I MK li ho conosciuti con una cassetta allegata a Rockerilla, che comprendeva le prime uscite del neonato CPI, Consorzio Produttori Indipendenti. Insieme a loro, Yo Yo Mundi, AFA e Disciplinatha. E anche qui nessuna particolare rivelazione . Facevo comunque parte di quello zoccolo duro di persone che avrebbe comprato e giustificato qualunque disco di vagiti di Ferretti e Maroccolo, se fossero usciti. La pubblicità dell’epoca sulla stampa musicale recitava: “tre dischi freschi di frigo” – Catartica uscì in concomitanza con l’esordio degli Yo Yo Mundi (“La diserzione degli animali del circo”) e il primo album in italiano dei controversi Disciplinatha (“Un mondo nuovo” – che nel comunicato stampa confessavano “non siamo di destra, anzi, siamo buoni”). Io non lo comprai: lo affittai. All’epoca c’era un negozio di noleggio CD, con poche migliaia di lire te lo prendevi e te lo mettevi su cassetta. Diventò presto illegale, ma sarebbe arrivato napster da lì a poco, quindi non se ne accorse nessuno… Ascoltai l’album giusto qualche giorno, ma continuavo a non capire. Sì, c’era qualcosa che mi incuriosiva in quei pezzi, ma non entravano in nessuna delle mie caselline pre-esistenti. Complimenti per la festa, una festa del cazzo.

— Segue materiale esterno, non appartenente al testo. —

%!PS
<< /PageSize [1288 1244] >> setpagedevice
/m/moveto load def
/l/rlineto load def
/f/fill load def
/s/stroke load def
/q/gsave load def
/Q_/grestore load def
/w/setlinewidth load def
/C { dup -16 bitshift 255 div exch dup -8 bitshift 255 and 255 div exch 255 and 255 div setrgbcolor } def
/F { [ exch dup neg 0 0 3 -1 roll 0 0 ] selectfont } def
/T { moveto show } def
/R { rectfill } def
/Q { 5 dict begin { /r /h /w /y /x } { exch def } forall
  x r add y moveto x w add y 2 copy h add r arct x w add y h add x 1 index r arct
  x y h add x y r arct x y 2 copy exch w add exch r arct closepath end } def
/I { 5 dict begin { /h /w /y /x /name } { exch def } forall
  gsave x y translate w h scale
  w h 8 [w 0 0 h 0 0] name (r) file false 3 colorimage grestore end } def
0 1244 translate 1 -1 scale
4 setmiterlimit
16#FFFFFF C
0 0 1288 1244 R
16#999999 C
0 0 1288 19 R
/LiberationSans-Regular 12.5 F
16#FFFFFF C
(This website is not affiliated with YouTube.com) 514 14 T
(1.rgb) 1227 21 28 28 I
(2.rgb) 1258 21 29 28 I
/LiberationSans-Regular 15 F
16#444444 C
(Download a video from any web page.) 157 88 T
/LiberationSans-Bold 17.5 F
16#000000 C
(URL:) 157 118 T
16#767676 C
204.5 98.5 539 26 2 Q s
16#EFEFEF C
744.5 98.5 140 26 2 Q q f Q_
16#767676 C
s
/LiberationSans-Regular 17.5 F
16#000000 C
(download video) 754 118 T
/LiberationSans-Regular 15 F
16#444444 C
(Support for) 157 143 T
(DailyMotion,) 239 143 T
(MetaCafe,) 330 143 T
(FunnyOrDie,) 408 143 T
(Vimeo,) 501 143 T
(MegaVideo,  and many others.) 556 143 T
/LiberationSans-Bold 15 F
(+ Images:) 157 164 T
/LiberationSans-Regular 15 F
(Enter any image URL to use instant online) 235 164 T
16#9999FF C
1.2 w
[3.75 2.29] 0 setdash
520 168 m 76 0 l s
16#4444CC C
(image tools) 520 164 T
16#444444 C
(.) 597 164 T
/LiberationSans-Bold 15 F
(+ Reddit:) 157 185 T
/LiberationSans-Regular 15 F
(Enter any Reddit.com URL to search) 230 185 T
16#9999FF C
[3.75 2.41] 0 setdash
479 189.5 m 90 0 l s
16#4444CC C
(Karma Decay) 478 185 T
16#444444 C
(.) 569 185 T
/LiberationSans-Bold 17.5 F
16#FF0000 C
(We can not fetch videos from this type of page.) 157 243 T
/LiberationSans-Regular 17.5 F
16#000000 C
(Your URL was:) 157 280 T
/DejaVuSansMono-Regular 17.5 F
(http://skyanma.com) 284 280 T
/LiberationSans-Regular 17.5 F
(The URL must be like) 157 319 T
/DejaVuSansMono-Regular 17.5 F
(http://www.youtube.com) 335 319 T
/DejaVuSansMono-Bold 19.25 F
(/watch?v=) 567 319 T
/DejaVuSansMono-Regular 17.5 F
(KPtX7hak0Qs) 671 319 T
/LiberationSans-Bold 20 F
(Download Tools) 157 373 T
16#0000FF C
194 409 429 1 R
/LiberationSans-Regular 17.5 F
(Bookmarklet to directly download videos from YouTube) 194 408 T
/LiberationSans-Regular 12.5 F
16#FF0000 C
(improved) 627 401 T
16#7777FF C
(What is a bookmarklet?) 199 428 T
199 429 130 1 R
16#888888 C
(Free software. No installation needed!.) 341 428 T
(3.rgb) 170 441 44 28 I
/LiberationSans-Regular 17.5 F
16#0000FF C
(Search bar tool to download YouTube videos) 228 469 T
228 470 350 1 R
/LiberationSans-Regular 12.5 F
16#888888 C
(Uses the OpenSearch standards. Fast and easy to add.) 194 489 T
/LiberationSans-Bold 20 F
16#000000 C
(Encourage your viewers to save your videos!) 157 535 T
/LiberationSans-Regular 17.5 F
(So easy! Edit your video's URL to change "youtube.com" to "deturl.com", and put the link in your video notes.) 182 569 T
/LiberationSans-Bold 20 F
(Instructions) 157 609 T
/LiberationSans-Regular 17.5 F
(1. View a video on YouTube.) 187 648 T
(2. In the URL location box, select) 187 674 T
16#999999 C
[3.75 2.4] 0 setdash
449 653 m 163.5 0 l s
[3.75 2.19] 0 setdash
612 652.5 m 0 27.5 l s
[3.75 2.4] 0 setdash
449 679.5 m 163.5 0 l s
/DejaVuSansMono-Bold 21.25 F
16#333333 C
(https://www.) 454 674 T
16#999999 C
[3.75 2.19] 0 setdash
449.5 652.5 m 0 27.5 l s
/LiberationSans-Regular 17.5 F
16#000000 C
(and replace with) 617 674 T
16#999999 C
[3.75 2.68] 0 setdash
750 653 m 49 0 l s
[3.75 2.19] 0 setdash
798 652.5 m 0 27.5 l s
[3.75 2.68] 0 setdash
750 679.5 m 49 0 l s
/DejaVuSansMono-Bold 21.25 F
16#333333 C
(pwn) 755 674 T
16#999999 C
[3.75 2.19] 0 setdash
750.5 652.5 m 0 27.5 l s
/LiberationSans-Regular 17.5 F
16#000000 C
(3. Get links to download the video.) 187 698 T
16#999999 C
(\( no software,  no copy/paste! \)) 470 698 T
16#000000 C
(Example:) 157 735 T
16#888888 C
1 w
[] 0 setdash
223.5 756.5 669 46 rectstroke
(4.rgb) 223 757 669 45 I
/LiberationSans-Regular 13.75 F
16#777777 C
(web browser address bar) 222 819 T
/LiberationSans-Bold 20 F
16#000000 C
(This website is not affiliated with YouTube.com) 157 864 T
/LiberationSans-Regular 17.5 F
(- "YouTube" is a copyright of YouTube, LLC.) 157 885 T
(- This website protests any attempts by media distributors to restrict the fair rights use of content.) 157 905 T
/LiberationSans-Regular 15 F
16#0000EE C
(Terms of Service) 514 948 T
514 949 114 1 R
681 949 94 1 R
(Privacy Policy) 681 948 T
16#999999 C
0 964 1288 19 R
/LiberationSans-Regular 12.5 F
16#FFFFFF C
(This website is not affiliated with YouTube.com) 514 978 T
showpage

Poi, d’estate, vado a sentirmi i CSI, tour di Ko De Mondo. E Ferretti canta “Lieve”. Allora qualcosa si sblocca. E quella cassetta riaffiora alla memoria. E dopo “Lieve” arriva dritta al cuore “Nuotando nell’aria”. Mi piacerebbe, sai, sentirti piangere solo una lacrima per pochi attimi. Vaffanculo, stronza, chiunque tu sia. Qualunque faccia tu abbia – e all’epoca ne avevi molte. Tutte incastrate in quella frase lì. A commentare emotivamente tutto il non detto, dopo quella frase, c’è il solo di chitarra (per niente convenzionale, come tutti i soli dei Marlene) straziato, straziante, lì, a metà tra i pugni sul muro e gli occhi chiusi dalla rabbia. Un pezzo densissimo di vita. E che tuttora, ad ogni ascolto, mi riporta esattamente a quella vita lì.

Quando ho capito, complice anche una mia scoperta coeva dei Sonic Youth (non so se siano stati gli ascolti dei Marlene a suggerirmeli, o il caso… fatto sta che successe tutto in quel periodo lì) il fragore del racconto di “Sonica”, e ho percepito con chiarezza i movimenti di Orso, che ci vede nebulosamente, e che si sposta goffamente con passo irregolare nel flusso irregolare della gente, la casellina di cui sopra si era già formata. Catartica non è stato un amore immediato. E’ arrivato piano piano. Si è fatto strada e ha preteso uno spazio emotivo ed intellettuale tra i miei ascolti. E in vent’anni non mi ha mai lasciato.
Poi ho avuto anche la fortuna di lavorare per i MK qualche anno dopo, per cinque-sei anni, e ovviamente ho avuto modo di tempestarli di domande su questo o quell’altro significato. Ma questa è un’altra storia.
Oggi si brinda a quel primo approccio di vent’anni fa. Quando ero ancora studente, con una certa verginità ed integrità – o almeno pensavo di averla – ed arrivarono i Marlene, chiavistello, goccia che scava, a togliermi qualche certezza.